- Supplied material:
★ ★ ★ ★
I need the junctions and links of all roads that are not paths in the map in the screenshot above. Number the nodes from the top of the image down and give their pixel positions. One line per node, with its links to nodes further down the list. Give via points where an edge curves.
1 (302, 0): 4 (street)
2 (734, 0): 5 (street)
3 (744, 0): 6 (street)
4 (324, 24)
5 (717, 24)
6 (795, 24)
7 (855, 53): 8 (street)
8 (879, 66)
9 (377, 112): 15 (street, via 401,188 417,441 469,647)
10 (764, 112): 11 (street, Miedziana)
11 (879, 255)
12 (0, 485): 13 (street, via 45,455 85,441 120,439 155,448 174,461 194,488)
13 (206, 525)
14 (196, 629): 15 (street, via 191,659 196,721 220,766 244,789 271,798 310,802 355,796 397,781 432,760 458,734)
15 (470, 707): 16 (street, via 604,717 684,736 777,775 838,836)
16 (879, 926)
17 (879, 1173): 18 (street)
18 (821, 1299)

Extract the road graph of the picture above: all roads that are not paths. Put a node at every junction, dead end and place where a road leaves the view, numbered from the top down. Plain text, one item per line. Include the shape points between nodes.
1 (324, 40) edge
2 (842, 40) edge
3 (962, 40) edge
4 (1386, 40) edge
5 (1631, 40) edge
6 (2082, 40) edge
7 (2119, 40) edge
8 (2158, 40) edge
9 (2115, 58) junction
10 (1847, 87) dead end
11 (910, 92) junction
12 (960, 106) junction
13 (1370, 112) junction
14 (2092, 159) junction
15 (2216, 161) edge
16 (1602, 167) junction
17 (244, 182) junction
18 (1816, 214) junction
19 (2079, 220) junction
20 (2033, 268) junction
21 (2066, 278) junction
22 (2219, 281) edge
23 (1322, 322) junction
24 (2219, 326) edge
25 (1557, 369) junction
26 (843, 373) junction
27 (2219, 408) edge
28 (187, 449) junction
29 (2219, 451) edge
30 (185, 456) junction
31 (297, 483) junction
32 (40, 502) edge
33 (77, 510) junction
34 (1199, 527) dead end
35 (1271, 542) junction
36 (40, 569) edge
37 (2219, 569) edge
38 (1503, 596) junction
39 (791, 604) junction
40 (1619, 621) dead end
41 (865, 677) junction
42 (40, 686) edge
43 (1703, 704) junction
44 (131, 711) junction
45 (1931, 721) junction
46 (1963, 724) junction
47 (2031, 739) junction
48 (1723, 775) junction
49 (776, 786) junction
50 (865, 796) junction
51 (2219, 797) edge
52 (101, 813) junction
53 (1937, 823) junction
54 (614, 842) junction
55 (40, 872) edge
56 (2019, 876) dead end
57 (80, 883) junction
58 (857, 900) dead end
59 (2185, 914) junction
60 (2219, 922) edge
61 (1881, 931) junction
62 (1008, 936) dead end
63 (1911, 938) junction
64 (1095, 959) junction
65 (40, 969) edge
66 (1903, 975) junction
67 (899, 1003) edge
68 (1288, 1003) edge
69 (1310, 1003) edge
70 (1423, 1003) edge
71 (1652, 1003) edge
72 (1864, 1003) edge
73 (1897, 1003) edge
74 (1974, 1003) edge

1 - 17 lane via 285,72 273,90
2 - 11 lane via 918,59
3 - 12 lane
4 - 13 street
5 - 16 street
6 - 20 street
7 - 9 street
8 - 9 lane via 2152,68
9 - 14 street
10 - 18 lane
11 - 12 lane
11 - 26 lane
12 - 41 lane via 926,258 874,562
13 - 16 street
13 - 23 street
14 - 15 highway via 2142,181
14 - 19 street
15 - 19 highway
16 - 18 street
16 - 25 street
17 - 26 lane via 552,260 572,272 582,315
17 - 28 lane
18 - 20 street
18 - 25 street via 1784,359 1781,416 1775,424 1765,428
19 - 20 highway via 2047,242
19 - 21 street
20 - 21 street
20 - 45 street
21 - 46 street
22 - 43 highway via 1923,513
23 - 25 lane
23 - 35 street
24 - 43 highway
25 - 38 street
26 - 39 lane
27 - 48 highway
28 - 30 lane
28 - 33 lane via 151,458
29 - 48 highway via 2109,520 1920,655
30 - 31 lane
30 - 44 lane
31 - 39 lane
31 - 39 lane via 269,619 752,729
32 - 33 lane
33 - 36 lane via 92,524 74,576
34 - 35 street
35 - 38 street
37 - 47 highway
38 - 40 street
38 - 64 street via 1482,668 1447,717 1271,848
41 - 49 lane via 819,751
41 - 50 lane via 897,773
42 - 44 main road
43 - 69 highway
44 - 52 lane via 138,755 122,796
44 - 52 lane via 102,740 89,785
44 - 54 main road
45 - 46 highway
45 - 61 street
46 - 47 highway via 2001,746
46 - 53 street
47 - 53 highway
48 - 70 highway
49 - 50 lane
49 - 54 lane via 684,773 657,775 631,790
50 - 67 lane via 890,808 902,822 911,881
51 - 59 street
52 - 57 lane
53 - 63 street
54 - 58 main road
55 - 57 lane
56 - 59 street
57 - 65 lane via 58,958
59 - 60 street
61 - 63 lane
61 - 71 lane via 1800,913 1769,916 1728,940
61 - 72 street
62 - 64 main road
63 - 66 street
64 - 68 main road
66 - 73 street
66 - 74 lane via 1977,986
★ ★ ★ ★
- Action item: Search the data for "nodes". Copy every line that has it.

- Response box:
I need the junctions and links of all roads that are not paths in the map in the screenshot above. Number the nodes from the top of the image down and give their pixel positions. One line per node, with its links to nodes further down the list. Give via points where an edge curves.
Extract the road graph of the picture above: all roads that are not paths. Put a node at every junction, dead end and place where a road leaves the view, numbered from the top down. Plain text, one item per line. Include the shape points between nodes.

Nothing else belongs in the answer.